*** DATA TO EXAMINE ***

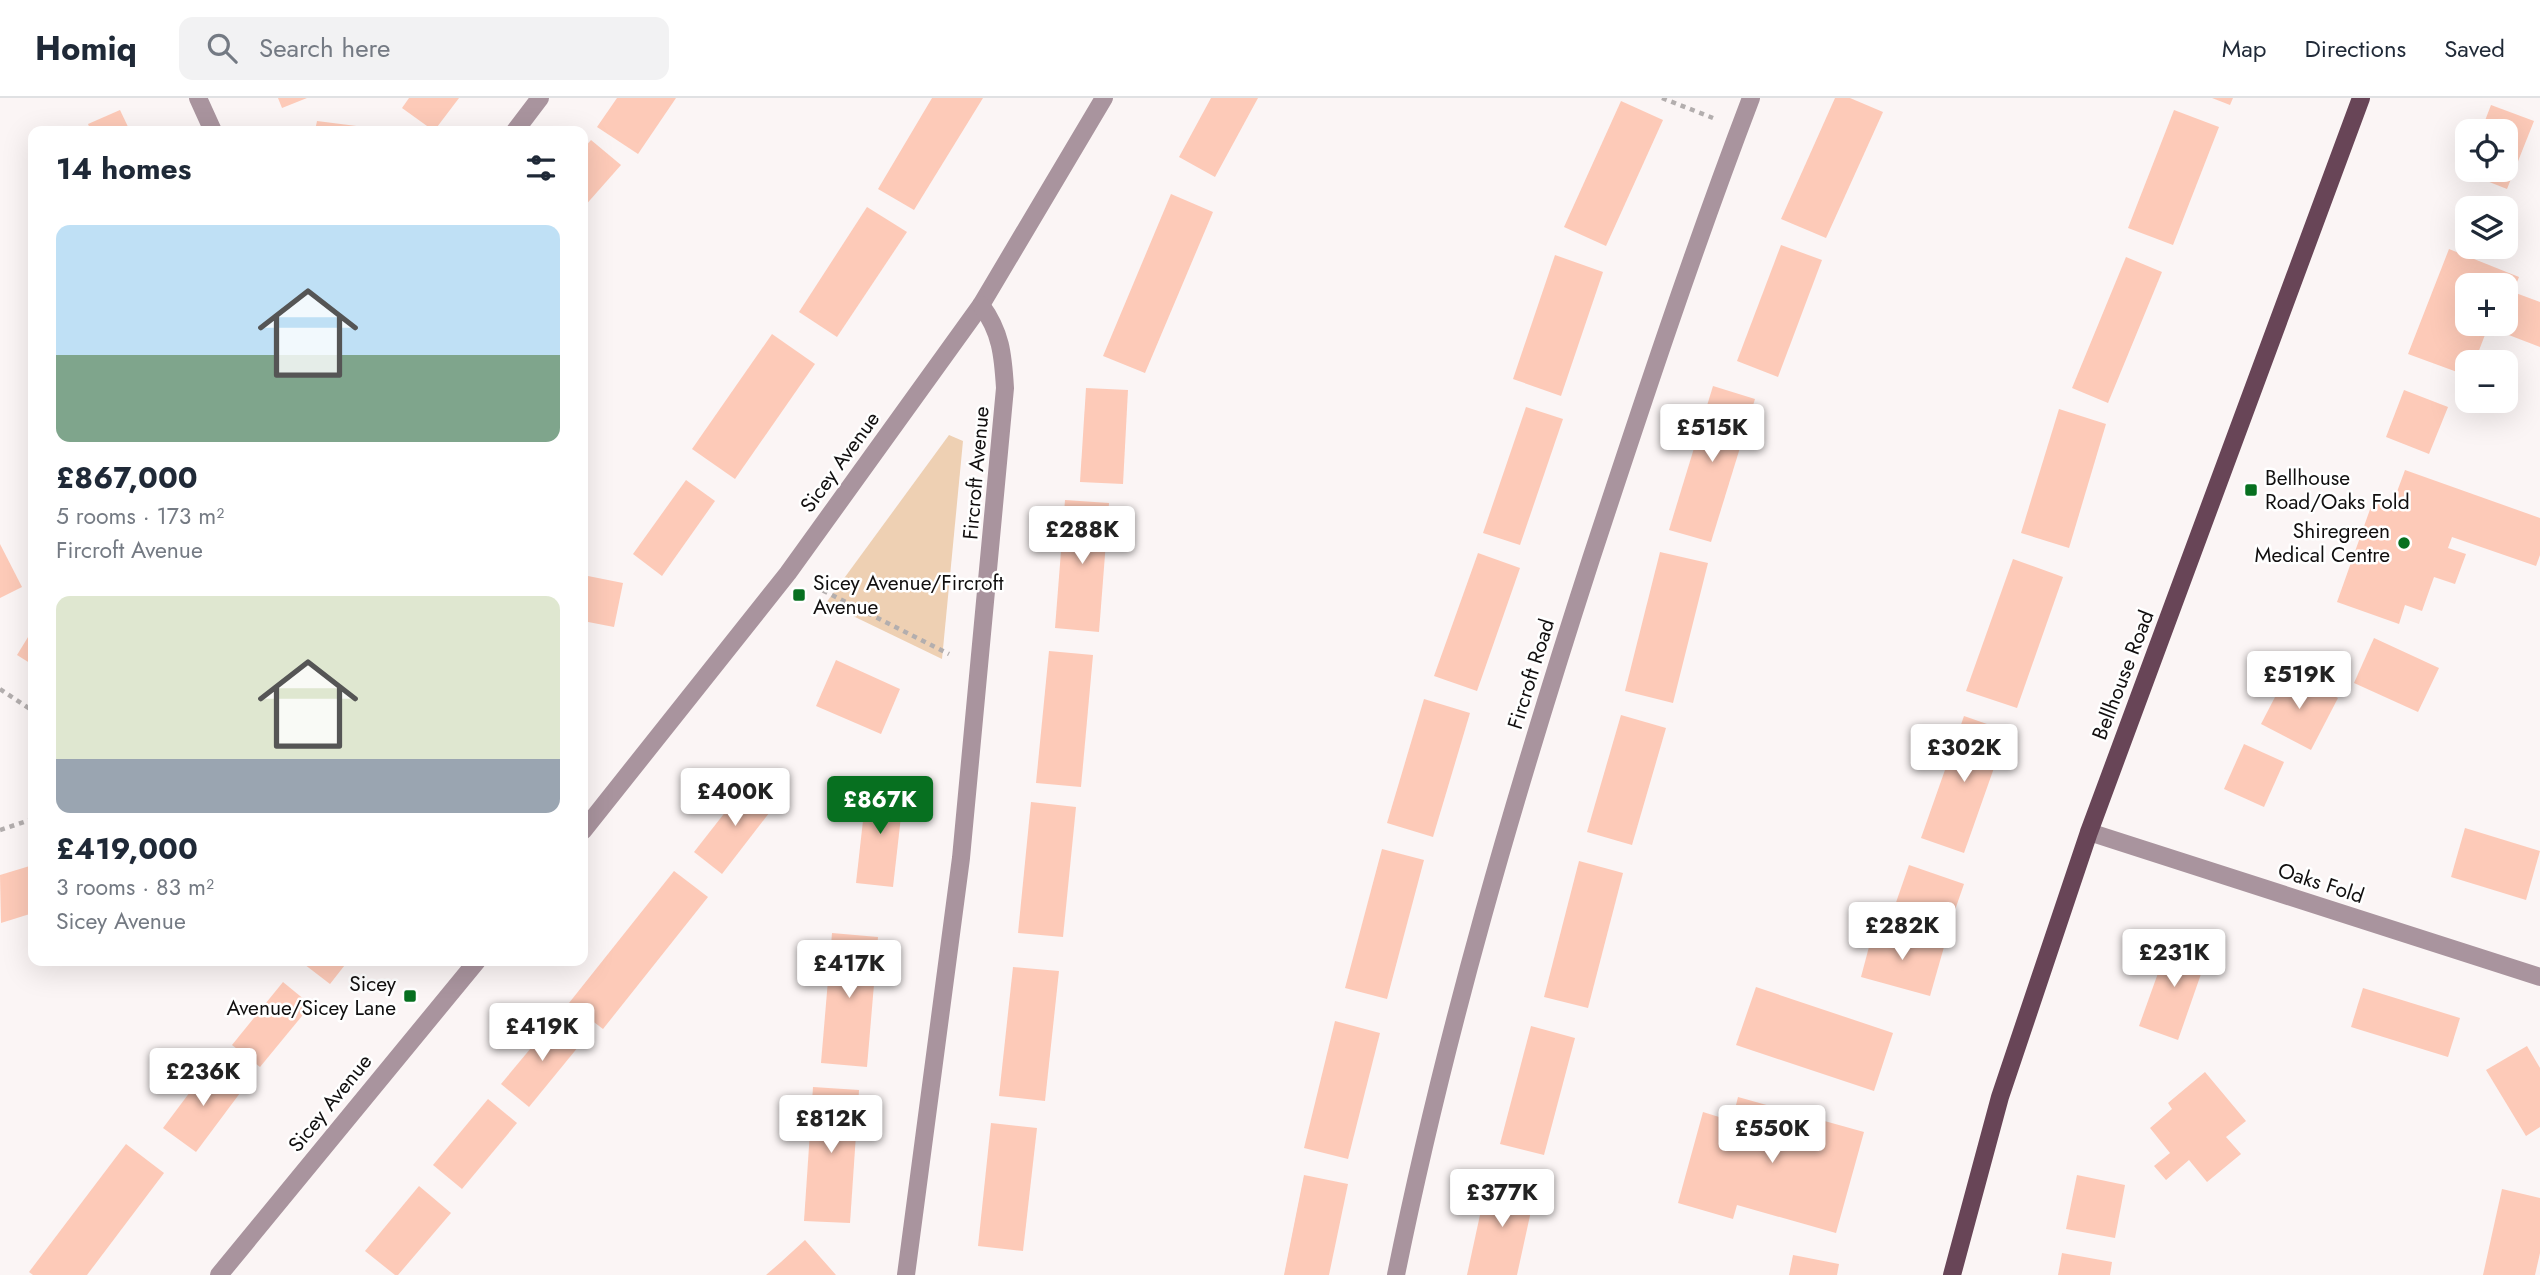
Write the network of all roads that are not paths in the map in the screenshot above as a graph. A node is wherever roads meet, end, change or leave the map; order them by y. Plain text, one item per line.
1 (198, 98) edge
2 (540, 98) edge
3 (1104, 98) edge
4 (1751, 98) edge
5 (2361, 98) edge
6 (211, 126) edge
7 (519, 126) edge
8 (981, 305) junction
9 (588, 824) edge
10 (2089, 832) junction
11 (473, 966) edge
12 (2540, 977) edge
13 (219, 1275) edge
14 (906, 1275) edge
15 (1396, 1275) edge
16 (1952, 1275) edge

1 - 6 street
2 - 7 street
3 - 8 street, Sicey Avenue
4 - 15 street, Fircroft Road
5 - 10 main road, Bellhouse Road
8 - 9 street, Sicey Avenue
8 - 14 street, Fircroft Avenue
10 - 12 street, Oaks Fold
10 - 16 main road, Bellhouse Road
11 - 13 street, Sicey Avenue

*** End of DATA TO EXAMINE ***

**WHAT YOU HAVE TO DO**: Your task is to reproduce all of the material exactly. The pictures stay out.

**ANSWER SPACE**:
Write the network of all roads that are not paths in the map in the screenshot above as a graph. A node is wherever roads meet, end, change or leave the map; order them by y. Plain text, one item per line.
1 (198, 98) edge
2 (540, 98) edge
3 (1104, 98) edge
4 (1751, 98) edge
5 (2361, 98) edge
6 (211, 126) edge
7 (519, 126) edge
8 (981, 305) junction
9 (588, 824) edge
10 (2089, 832) junction
11 (473, 966) edge
12 (2540, 977) edge
13 (219, 1275) edge
14 (906, 1275) edge
15 (1396, 1275) edge
16 (1952, 1275) edge

1 - 6 street
2 - 7 street
3 - 8 street, Sicey Avenue
4 - 15 street, Fircroft Road
5 - 10 main road, Bellhouse Road
8 - 9 street, Sicey Avenue
8 - 14 street, Fircroft Avenue
10 - 12 street, Oaks Fold
10 - 16 main road, Bellhouse Road
11 - 13 street, Sicey Avenue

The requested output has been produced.